Saatler geçti. Artık bir umudum kalmamıştı. Zaten nefes denen şey de benden uzaklaşmaya başlamıştı bile. Hayata bakan tek gözümü de kapatıp derin bir uykuya hazırlanmıştım. Yeni bir başlangıç belki şu yıkıntının altında kalıp acı çeken her bir zerremi iyileştirecekti. Ya da ben yine kendimi kandırmaktaydım. Tam gözümü kapadığım anda bir dilin yüzümü yaladığını hissettim. Gözümü açtım ve karşımda bir köpeğin tatlı gülümsemesinin sıcaklığını hissettim. Ben de ona sona kalan enerjimi kullanarak gülümsedim. Bir anda koşmaya ve benden uzaklaşmaya başladı. Onu da kaybetmiştim, umutlarım gibi. Enerjim tamamen bittiğine, vücudumun artık hiçbir zerresini hissedemediğime göre yeni bir başlangıcın zamanı gelmişti. Üzerimdeki yıkıntılar bana artık acı hissine kapılmak için bir bahane değildi. Çünkü onları hissetmiyordum. Ruhumun bedenimden ayrıldığını düşünürken aslında insanlar üzerimdeki beton parçalarını kaldırmaktaymış. İnsanların yanında yüzümü yalayan köpeğin benim için havladığını işittim.
Biz insanlar, hayvanlara zulüm ediyorken bir hayvanın insanların kendi ırkına yaptığı zulme sessiz kalmaması beni ağlatmıştı. Bu kez canımın acımasından değil bu büyük fedakarlığın karşısında göz pınarlarımdaki yaşlara engel olamadım.
Beni hastaneye götürdüler. Korkak, ürkek çocuk bakışlarının arasında çocukluğumun en büyük trajedisini yaşıyordum. Bir annenin kolunun kopmasına ve oradan kanlar fışkırmasına rağmen kendi acısını dile getirmeyip çocuğu için çaresiz çığlıklar atıyordu. Başka bir çocuk kedisi için, bir başkası kendisi için yardım istiyordu insanlardan.
Hastanede bir odaya aldılar beni. İki kişilik odada tam sekiz kişiydik. Kiminin bacağı, kiminin kolu kopmuştu. Hemşirelerin ayak sesleri insanların acı feryatlarıyla karışmakta kulağımı sızlatmaktaydı. Odaya sinen ilaç kokuları da kanın kokusuyla birleşmekteydi. Asıl birleşme o odadaki sekiz insanın hayat hikayeleri ve acı gerçekleriydi. Hastanedeki bir televizyon çalışmaya başladı. Göz ucundan bakmaya çalıştım. Bir haber kanalı açıktı. Ekranda görüntü olarak şu an yaşadığım şehir vardı. Kulağımı kabarttım ve sesleri işitmeye çalıştım. Ülkemin başkanının bizleri hiçe sayıp bomba atanlar ile antlaşma yaptığını öğrendim haberden. Henüz kurumayan kanlarımızın iki saniyelik bir imza ile daha bilinmeden unutulduğunu hissettim.

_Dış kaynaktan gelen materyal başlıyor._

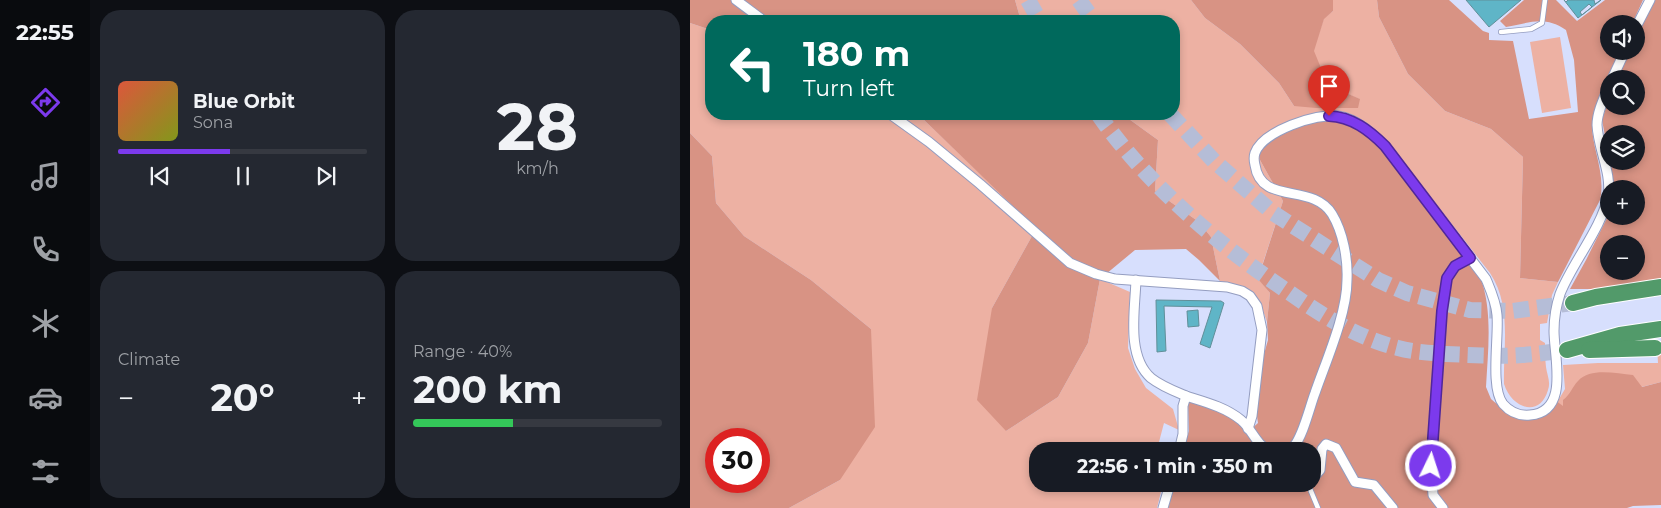 <!DOCTYPE html>
<meta charset="utf-8">
<style>
body{margin:0;font-family:Montserrat,sans-serif;background:#242831;color:#f1f3f6;height:100vh;display:flex;flex-direction:column;font-size:19px;white-space:nowrap}
*{box-sizing:border-box;margin:0}
p{font-size:16px;color:#9ea1a6}
.icon{flex:none;width:28px;height:28px;fill:none;stroke:currentColor;stroke-width:2;stroke-linecap:round;stroke-linejoin:round}
.map{position:relative;flex:1;overflow:hidden}
.details{display:flex;flex-direction:column;gap:10px;padding:10px;background:#0d0f14;width:600px}
.details>*{flex:none}
.hud{position:absolute;left:15px;top:15px;width:475px;height:105px;border-radius:20px;box-shadow:0 2px 8px #0003;background:#00695c;color:#fff;overflow:hidden}
.tools{position:absolute;left:910px;top:15px;display:grid;gap:10px}
.tools a{display:grid;place-items:center;width:45px;height:45px;border-radius:50%;background:#171b24;box-shadow:0 2px 8px #0003;font-size:25px}
.speed{position:absolute;left:15px;top:428px;display:flex;gap:10px;font-size:25px;font-weight:700;text-align:center}
.speed>*{display:grid;place-content:center;width:65px;height:65px;border-radius:50%;background:#171b24;box-shadow:0 2px 8px #0003;line-height:1}
.speed .limit{border:8px solid #d22;background:#fff;color:#111}
.pin{position:absolute;display:grid;place-items:center;width:42px;height:42px;color:#fff;margin:-51px -21px;border-radius:50% 50% 50% 0;rotate:-45deg;box-shadow:0 0 5px #0007}
.pin .icon{rotate:45deg}
.me{position:absolute;width:55px;margin:-28px;rotate:4deg;stroke-linejoin:round;filter:drop-shadow(0 0 4px #0008)}
.turn{display:flex;align-items:center;gap:18px;height:105px;padding:0 15px;font-size:22px}
.turn .icon{width:65px;height:65px;stroke-width:2.5}
.turn b{display:block;font-size:35px;line-height:42px}
.big{font-size:38px;font-weight:700;line-height:1.1}
.details .widget{flex:1;display:flex;flex-direction:column;justify-content:center;gap:8px;min-width:0;padding:0 18px;border-radius:20px;background:#242831}
.details .dial{align-items:center;gap:0}
.dial b{font-size:65px;line-height:1}
.song{display:flex;align-items:center;gap:15px}
.cover{width:60px;height:60px;border-radius:8px;background:linear-gradient(135deg,hsl(10 70% 55%),hsl(70 70% 35%))}
.played{height:5px;border-radius:2px;background:linear-gradient(90deg,#7c3aed 45%,#363941 45%)}
.keys{display:flex;justify-content:space-around;direction:ltr}
.heat{display:flex;justify-content:space-between;align-items:center;font-size:28px;direction:ltr}
.charge{height:8px;border-radius:4px;background:linear-gradient(90deg,#34c759 40%,#363941 0)}
.details .tiles{flex:1;display:grid;gap:10px;grid-template-columns:repeat(2,1fr)}
.trip{position:absolute;left:339px;top:442px;width:292px;height:50px;border-radius:20px;background:#171b24;box-shadow:0 2px 8px #0003;font-weight:700;line-height:50px;text-align:center}
main{display:flex;flex:1;min-height:0}
.menu{display:flex;flex-direction:column;width:90px;justify-content:space-around;align-items:center;background:#090b0e;color:#9ea1a6}
.menu .icon{width:35px;height:35px}
.menu .current{color:#7c3aed}
.menu b{font-size:22px;color:#f1f3f6}
.map>svg:first-child{display:block}
</style>
<main>
<nav class="menu">
<b>22:55</b>
<svg class="icon current" aria-label="directions" viewBox="0 0 24 24"><path d="M12 3l9 9-9 9-9-9zM9 14v-3h6M13 9l2 2-2 2"/></svg>
<svg class="icon" aria-label="music" viewBox="0 0 24 24"><path d="M9 18V5l10-2v13"/><circle cx="6" cy="18" r="3"/><circle cx="16" cy="16" r="3"/></svg>
<svg class="icon" aria-label="phone" viewBox="0 0 24 24"><path d="M5 4h4l2 5-3 2q2 4 5 5l2-3 5 2v4C11 20 4 13 5 4z"/></svg>
<svg class="icon" aria-label="climate" viewBox="0 0 24 24"><path d="M12 3v18M4 7l16 10M4 17L20 7"/></svg>
<svg class="icon" aria-label="car" viewBox="0 0 24 24"><path d="M5 17H2v-5l4-1 3-4h7l3 4 3 1v5h-3M9 17h6M6 11h13"/><circle cx="7" cy="17" r="2"/><circle cx="17" cy="17" r="2"/></svg>
<svg class="icon" aria-label="filters" viewBox="0 0 24 24"><path d="M4 7h16M4 17h16"/><circle cx="9" cy="7" r="2"/><circle cx="15" cy="17" r="2"/></svg>
</nav>
<section class="details">
<div class="tiles">
<div class="widget">
<div class="song"><i class="cover"></i><div><b>Blue Orbit</b><p>Sona</p></div></div>
<div class="played"></div>
<div class="keys"><svg class="icon" aria-label="previous" viewBox="0 0 24 24"><path d="M18 5L8 12l10 7zM5 5v14"/></svg><svg class="icon" aria-label="pause" viewBox="0 0 24 24"><path d="M8 5v14M16 5v14"/></svg><svg class="icon" aria-label="next" viewBox="0 0 24 24"><path d="M6 5l10 7-10 7zM19 5v14"/></svg></div>
</div>
<div class="widget dial"><b>28</b><p>km/h</p></div>
<div class="widget"><p>Climate</p>
<div class="heat"><a>−</a><b class="big">20°</b><a>+</a></div>
</div>
<div class="widget"><p>Range · 40%</p><b class="big">200 km</b><div class="charge"></div></div>
</div>
</section>
<div class="map">
<svg width="971" height="508" viewBox="0 0 971 508">
<rect width="100%" height="100%" fill="#d7dffd"/>
<g fill="#edb1a3">
<path d="M325,0H501L515,18L550,44L589,83L604,106L669,99L638,85L623,51L634,18L643,11V0H687L689,17L718,74L755,111L801,129L833,157L830,278L868,282L862,295L857,323L850,324V340L855,343C855,351 855,359 856,367C857,375 861,382 858,390C850,418 822,409 814,384C813,347 822,306 800,273L693,136L669,121L570,160L593,201L568,278L580,293L577,322L572,308L559,289L530,281L521,237L509,222L465,191L468,140L432,114H484V21H331Z"/>
<path d="M0,23L21,30V114H225L232,118L326,208L342,236L302,308L316,431L368,397L398,343L410,279L440,292L438,348L445,369L456,388L483,409L489,430L474,423L469,442L484,448L483,451H348V484H473L467,508H99L150,480L181,329L121,280L54,236L26,203L22,156L0,133Z"/>
<path d="M870,37L881,108L852,113L840,42Z"/>
<path d="M971,345V382L873,407L865,400L867,397L869,399L875,389L873,365L908,363H968L967,346Z"/>
</g>
<g fill="#d89384" fill-rule="evenodd">
<path d="M0,0H325L331,21H21V30L0,23Z"/>
<path d="M501,0H643V11L634,19L624,51L638,85L670,99L668,108H626L604,106L589,83L550,44L515,18Z"/>
<path d="M687,0H759L793,31L799,33V40L823,41L839,119L888,112L884,60L876,30C854,15 840,23 816,27L810,21L834,0H866L887,21L915,0H953L942,24H919V51H930C923,68 903,107 902,124C902,150 916,173 910,200L868,282L830,278L833,157L801,129L755,111L718,74L689,17Z"/>
<path d="M964,0H971V280L912,289H880L896,260L919,214V216H946V189H924L920,161H946V134H919V157L912,120L919,98V106H946V79H927L940,51H946V37ZM919,244H946V271H919Z"/>
<path d="M646,113L684,137L790,276C803,311 798,350 796,387L801,399L809,406L817,411L845,413L865,400L873,406V400C881,394 882,387 888,381C901,367 926,374 943,375L952,387L971,382V505L943,506L937,508H475L482,484H622V451H492L499,431L498,403L504,398L539,410L553,429L558,432L568,423L565,403L566,374L574,354L578,340L577,322L580,293L568,279L593,201L570,160L567,143L588,128Z"/>
<path d="M225,114H432L468,140L465,191L509,222L521,237L530,281L509,260L496,249L445,250L410,279L398,343L368,397L316,431L287,400L302,308L342,236L325,208L232,118Z"/>
<path d="M0,133L22,156L26,203L54,236L121,280L181,329L185,427L150,480L99,508H0ZM26,439H69V481H26Z"/>
</g>
<g fill="#5fb5c7" stroke="#618f99" fill-rule="evenodd">
<path d="M776,0H831L799,27Z"/>
<path d="M874,0L876,2L878,0H904L905,4L911,0L888,18ZM899,4L902,7L892,15L890,12Z"/>
<path d="M466,300L531,301L534,303L520,348L510,344L522,307L474,306L476,351L467,352Z"/>
<path d="M508,310L509,326L498,327L497,311Z"/>
</g>
<g fill="none" stroke-linecap="round" stroke-linejoin="round">
<g stroke="#b5bdd7" stroke-width="16" stroke-dasharray="16 8" stroke-linecap="butt">
<path d="M338,0L350,21"/>
<path d="M389,0L404,21"/>
<path d="M408,114C458,185 528,245 600,293C633,316 668,338 708,348C723,352 740,353 756,354C781,355 807,357 832,355C847,354 862,352 877,350"/>
<path d="M480,114L524,161L583,213L688,280L717,293L780,310L822,311L883,303"/>
</g>
<defs>
<g id="lane">
<path d="M811,32L841,29L852,23L855,0"/>
<path d="M618,484L628,508"/>
</g>
<g id="street">
<path d="M46,0L74,21"/>
<path d="M946,27L960,0"/>
<path d="M922,79L935,51"/>
<path d="M200,114L239,142L290,184L380,263L406,274L425,279L537,287L552,291L560,296L567,306L572,330L562,416L558,429"/>
<path d="M446,280C445,310 436,356 461,378C471,386 484,391 496,396"/>
<path d="M489,451L493,434V406L496,396C515,402 535,407 551,420C563,430 566,446 581,451"/>
<path d="M594,451C597,450 602,448 604,446C613,436 620,406 625,393C636,361 657,314 657,280C658,259 653,232 642,214C622,182 571,206 565,165C564,161 564,156 565,153C573,131 626,113 648,116C667,119 682,133 695,146L796,279C801,291 806,302 807,315C809,337 800,388 813,404C820,412 830,416 840,415C880,412 864,357 864,331C864,318 866,306 870,294C882,263 912,228 918,196C922,173 908,149 907,125C907,112 914,98 919,86"/>
<path d="M622,479L630,470L632,449L636,444L646,448L665,482L684,485L703,508"/>
<path d="M473,508L480,484"/>
<path d="M753,508L743,495L741,466L752,311L757,278L765,266L780,258"/>
</g>
<g id="highway">
<path d="M883,303L906,297L971,287"/>
<path d="M877,350L930,335L971,329"/>
<path d="M899,350L965,348"/>
</g>
</defs>
<use href="#lane" stroke="#949dc0" stroke-width="6"/>
<use href="#street" stroke="#949dc0" stroke-width="11"/>
<use href="#highway" stroke="#fff" stroke-width="18"/>
<use href="#lane" stroke="#fff" stroke-width="4.5"/>
<use href="#street" stroke="#fff" stroke-width="9"/>
<use href="#highway" stroke="#529a6a" stroke-width="16"/>
</g>
<g fill="none" stroke-linecap="round" stroke-linejoin="round">
<defs>
<path id="route" d="M639,116C662,117 679,130 695,146L780,258L765,266L757,278L752,311L741,466"/>
</defs>
<use href="#route" stroke="#51269a" stroke-width="12"/>
<use href="#route" stroke="#7c3aed" stroke-width="9"/>
</g>
</svg>
<div class="tools">
<a><svg class="icon" aria-label="sound" viewBox="0 0 24 24"><path d="M4 9h4l5-4v14l-5-4H4zM17 9q2 3 0 6"/></svg></a>
<a><svg class="icon" aria-label="search" viewBox="0 0 24 24"><circle cx="10" cy="10" r="6"/><path d="M15 15l6 6"/></svg></a>
<a><svg class="icon" aria-label="layers" viewBox="0 0 24 24"><path d="M12 4l9 5-9 5-9-5zM3 14l9 5 9-5"/></svg></a>
<a>+</a>
<a>−</a>
</div>
<div class="speed"><div class="limit">30</div></div>
<div class="pin" style="left:639px;top:116px;background:#d93025"><svg class="icon" aria-label="arrive" viewBox="0 0 24 24"><path d="M6 21V4h12l-3 4 3 4H6"/></svg></div>
<svg class="me" style="left:741px;top:466px" viewBox="-20 -20 40 40"><circle r="17" fill="#7c3aed" stroke="#fff" stroke-width="3"/><path d="M0-11L8 9 0 5-8 9z" fill="#fff"/></svg>
<div class="trip">22:56 · 1 min · 350 m</div>
<div class="hud">
<div class="turn"><svg class="icon" aria-label="left" viewBox="0 0 24 24"><path d="M17 20v-9H6M10 6l-5 5 5 5"/></svg><div><b>180 m</b>Turn left</div></div>
</div>
</div>
</main>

Bunca masum insanı, kendi öz milletinin insanını kendi canı yanmasın diye bir kağıt parçasına imza atarak hiçe saymıştı. Hastane iyice kalabalık olmuştu. Her dakika başı başka insanların çığlıklarını duymaktan kulak zarım yırtılma derecesine gelmişti. Dünyanın bir tarafında insanlar birbirlerine yardım ediyorken diğer bir tarafta insanlığı harcayan varlıklar kendi çıkarları için imza toplamakta, vicdan yoksunluğunu somut olarak canlandırmaktaydı.
Bir an önce tüm acılarımın bitmesini istedim. Ayağa kalktığımda hayatımı ve birçok hayatı değiştirmek için bir fırsat arayacağıma dair kendime söz verdim. Fakat ben bunları düşünürken hastaneye atılan bomba ile benim ve birçok insanın canı, hayalleri bu kez tamamen yok olmuştu. Zaten bizi kağıt parçalarında yok edenler bu kez de somut olarak hayattan silmişlerdi. Tüm bu olanları dünyanın bir ucu duymazken, diğer bir kısmı da duymazlıktan gelirken hayal kurmak ve o hayal için çalışmak bizim neyimize.
Bizi kimseler bilmedi. Aynı şuan bunu okurken kim olduğumu, cinsiyetimi, yaşımı, nerede yaşadığımı bilmediğiniz gibi. Çünkü bizler dünyaya bir iz bırakamadan canlarımızı hiçe sayanlar yüzünden ölmüş insanlarız.